Zaibo Li (Medicine) is leading the design and development of deep learning systems to help predict chemotherapy benefits and the risk of tumor recurrence for the most common type of breast cancers. In addition to improving patient outcomes, the project will provide a more affordable alternative to a current test that is prohibitively expensive, improve understanding of the relationship between genetic changes and histopathologic image features, and bridge mechanistic understanding of tumor biology with clinical experience. The team includes Anil Parwani, (Medicine) and Raghu Machiraju (Engineering/Medicine).
José Javier Otero (Medicine) is leading an effort to improve and standardize testing and diagnoses for brain tumor patients worldwide by validating new workflows that use digital imaging, immunohistochemical tests, open source computing platforms and machine learning algorithms. Also on the team are Catherine Czeisler (Medicine) and Raghu Machiraju (Engineering/Medicine).

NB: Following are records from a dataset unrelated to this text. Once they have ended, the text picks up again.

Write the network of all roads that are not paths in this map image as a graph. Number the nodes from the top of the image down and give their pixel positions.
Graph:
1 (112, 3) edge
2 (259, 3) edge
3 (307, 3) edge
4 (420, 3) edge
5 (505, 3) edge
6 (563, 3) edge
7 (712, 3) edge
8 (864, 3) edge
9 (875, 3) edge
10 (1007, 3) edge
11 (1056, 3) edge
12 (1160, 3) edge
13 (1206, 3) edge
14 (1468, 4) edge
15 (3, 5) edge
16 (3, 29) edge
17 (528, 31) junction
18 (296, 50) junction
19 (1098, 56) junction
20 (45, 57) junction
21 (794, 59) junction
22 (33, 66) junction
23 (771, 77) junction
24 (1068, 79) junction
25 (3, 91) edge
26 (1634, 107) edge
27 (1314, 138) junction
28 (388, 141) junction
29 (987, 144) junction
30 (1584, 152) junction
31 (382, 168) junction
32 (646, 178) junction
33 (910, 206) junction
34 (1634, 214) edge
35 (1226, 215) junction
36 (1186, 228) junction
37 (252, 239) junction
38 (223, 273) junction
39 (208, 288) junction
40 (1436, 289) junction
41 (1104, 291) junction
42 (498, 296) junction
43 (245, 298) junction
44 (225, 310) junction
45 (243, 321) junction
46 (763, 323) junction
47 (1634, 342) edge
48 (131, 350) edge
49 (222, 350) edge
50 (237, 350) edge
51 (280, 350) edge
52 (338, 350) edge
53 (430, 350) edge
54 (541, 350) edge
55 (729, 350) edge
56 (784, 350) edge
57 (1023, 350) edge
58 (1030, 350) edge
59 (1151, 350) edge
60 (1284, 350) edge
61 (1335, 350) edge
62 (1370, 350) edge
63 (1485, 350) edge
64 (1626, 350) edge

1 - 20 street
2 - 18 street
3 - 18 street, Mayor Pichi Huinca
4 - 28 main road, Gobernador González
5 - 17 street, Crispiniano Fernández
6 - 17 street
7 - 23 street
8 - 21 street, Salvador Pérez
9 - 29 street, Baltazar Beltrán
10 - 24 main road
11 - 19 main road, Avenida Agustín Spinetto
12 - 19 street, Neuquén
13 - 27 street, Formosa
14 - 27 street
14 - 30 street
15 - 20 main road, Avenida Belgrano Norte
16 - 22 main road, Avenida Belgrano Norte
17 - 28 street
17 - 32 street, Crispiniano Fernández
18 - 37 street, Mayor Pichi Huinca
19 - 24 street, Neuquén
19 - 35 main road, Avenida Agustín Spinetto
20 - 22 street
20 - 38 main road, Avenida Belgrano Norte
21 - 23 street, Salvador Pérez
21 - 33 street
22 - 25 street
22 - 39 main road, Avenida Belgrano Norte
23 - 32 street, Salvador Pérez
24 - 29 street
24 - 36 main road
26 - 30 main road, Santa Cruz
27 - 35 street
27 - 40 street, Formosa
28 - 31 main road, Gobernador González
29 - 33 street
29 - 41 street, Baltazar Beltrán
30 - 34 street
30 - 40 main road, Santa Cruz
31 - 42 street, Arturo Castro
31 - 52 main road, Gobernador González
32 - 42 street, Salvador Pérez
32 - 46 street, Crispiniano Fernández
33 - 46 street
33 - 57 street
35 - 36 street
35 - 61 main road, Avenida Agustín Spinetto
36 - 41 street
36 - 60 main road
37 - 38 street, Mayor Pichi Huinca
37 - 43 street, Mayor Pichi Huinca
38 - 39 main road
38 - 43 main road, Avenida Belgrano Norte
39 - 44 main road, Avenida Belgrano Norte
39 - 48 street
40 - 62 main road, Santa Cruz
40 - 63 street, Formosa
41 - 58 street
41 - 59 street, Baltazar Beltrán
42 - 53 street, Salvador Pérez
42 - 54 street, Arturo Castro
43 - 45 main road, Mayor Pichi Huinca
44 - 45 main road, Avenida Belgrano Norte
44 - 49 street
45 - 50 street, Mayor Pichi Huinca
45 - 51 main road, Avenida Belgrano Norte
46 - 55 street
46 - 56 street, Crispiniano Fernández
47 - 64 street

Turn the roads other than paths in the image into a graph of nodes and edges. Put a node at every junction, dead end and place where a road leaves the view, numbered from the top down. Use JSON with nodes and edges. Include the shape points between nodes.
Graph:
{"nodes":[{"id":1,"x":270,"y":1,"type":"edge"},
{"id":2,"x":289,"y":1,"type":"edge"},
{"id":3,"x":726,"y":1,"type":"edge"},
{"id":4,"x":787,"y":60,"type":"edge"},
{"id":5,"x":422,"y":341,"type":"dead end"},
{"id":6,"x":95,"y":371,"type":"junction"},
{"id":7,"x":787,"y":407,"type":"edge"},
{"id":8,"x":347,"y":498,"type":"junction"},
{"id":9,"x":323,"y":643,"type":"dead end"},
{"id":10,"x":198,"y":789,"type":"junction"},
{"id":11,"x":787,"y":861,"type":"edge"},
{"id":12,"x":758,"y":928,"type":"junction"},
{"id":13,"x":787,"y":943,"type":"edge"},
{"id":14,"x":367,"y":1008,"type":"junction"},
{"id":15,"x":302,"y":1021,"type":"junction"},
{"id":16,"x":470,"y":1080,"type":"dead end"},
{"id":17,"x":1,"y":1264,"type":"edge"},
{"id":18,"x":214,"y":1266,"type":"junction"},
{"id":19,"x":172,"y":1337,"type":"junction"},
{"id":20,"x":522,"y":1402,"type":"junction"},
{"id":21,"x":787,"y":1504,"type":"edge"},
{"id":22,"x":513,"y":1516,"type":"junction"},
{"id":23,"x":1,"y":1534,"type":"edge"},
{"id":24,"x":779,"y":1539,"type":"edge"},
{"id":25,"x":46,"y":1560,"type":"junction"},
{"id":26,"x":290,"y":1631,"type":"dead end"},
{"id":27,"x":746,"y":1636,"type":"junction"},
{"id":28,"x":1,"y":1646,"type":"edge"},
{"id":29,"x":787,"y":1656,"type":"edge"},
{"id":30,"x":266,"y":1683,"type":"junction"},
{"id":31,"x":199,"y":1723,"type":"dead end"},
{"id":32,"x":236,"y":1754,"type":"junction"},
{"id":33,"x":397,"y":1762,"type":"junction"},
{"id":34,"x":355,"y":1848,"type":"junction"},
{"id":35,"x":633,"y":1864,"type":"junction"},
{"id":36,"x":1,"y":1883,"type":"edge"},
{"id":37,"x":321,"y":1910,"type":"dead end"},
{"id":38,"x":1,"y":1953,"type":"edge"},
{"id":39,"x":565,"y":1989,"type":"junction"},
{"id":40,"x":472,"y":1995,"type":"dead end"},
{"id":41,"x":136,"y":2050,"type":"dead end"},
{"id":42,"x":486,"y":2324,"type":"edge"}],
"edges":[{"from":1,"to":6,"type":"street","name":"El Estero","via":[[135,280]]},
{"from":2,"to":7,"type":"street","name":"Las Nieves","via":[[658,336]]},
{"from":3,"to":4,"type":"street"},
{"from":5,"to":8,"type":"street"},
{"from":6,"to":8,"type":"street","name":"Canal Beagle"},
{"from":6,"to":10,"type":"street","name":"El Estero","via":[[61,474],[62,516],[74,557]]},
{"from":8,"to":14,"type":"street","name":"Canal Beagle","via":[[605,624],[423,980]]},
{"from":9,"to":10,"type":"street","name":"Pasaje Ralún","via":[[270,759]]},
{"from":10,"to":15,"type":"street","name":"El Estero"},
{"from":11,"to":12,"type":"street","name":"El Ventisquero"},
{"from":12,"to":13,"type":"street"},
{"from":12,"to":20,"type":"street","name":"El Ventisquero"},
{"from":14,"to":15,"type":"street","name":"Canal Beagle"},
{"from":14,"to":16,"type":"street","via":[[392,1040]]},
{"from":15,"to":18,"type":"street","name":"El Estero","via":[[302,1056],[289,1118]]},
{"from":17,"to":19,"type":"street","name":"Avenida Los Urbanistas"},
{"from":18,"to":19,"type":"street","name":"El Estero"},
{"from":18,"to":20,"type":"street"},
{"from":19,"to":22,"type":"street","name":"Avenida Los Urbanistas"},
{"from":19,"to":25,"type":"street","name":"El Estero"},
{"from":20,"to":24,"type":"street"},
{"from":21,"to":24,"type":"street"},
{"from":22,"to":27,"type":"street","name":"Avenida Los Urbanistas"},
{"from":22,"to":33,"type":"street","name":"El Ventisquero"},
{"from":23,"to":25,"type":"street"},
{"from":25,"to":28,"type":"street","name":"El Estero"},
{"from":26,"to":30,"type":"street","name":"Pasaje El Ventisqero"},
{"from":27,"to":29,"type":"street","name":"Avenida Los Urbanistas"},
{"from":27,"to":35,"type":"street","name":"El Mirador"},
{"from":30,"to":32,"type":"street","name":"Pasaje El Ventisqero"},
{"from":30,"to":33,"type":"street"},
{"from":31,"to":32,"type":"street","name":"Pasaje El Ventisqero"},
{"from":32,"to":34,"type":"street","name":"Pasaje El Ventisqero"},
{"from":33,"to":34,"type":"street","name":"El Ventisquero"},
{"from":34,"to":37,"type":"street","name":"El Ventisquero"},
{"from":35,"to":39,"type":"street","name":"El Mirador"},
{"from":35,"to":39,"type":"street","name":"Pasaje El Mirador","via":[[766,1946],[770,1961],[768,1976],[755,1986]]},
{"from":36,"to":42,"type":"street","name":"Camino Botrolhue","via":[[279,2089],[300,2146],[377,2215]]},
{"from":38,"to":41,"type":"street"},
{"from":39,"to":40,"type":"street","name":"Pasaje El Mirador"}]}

Rajiv Ramnath (Engineering) is leading a team developing human-machine systems to facilitate image-driven pathology and optometry, and is leading proposal development for an extramural grant. Other members of the team are Jian Chen, Eric Fosler-Lussier, D.K. Panda, Srinivasan Parthasarathy and Hari Subramoni (Engineering); Raghu Machiraju (Engineering/Medicine); Anil Parwani (Medicine); and Nathan Doble and Dean VanNasdale (Optometry).
Matthew Tong (Medicine) is leading a study to leverage a large cardio magnetic resonance (CMR) registry database to assess accuracy, cost-effectiveness, and downstream testing in CMR vs. non-CMR based approaches for three common cardiovascular disease states and explore machine learning to refine prognostication leveraging deep phenotyping and large datasets. Co-investigators are Daniel Addison (Medicine), TDAI core faculty member Ping Zhang (Engineering/Medicine), Orlando P. Simonetti (Medicine) and Richard Gumina (Medicine).
Social, Political and Ethical Dimensions of Data Science
A team led by Inés Valdez (Political Science) and Mark Moritz (Anthropology) is creating curriculum and tools for training data science students, researchers and professionals that consider how big data and algorithms might amplify pre-existing inequalities, discriminatory practices and power disparities. The team includes TDAI core faculty member Dennis Hirsch (Law), Dana Howard (Medicine/Philosophy), Samantha Krening (Engineering), Samuel Malloy (Public Policy) and Srinivasan Parthasarathy (Engineering).
“As data science technology like artificial intelligence is adopted in every aspect of our society, ensuring that the people creating it are vigilant about its social implications is paramount,” said Berger-Wolf. “Something as seemingly straightforward as choosing data for training new tools can lead to biased outcomes that cause irreparable damage to people’s lives.”
In light of its new funding program’s successful first year, TDAI is engaging additional resource partners for its 2020-21 call for pilot research proposals, which will address topics including racial justice, the environment and art and their intersections with data analytics.
“We have such a wealth of talent and imagination at Ohio State,” Berger-Wolf said. “Our job at TDAI is to help that talent come together in ways that strengthen the impact of our work and amplify its ability to help the world and the people who live in it.”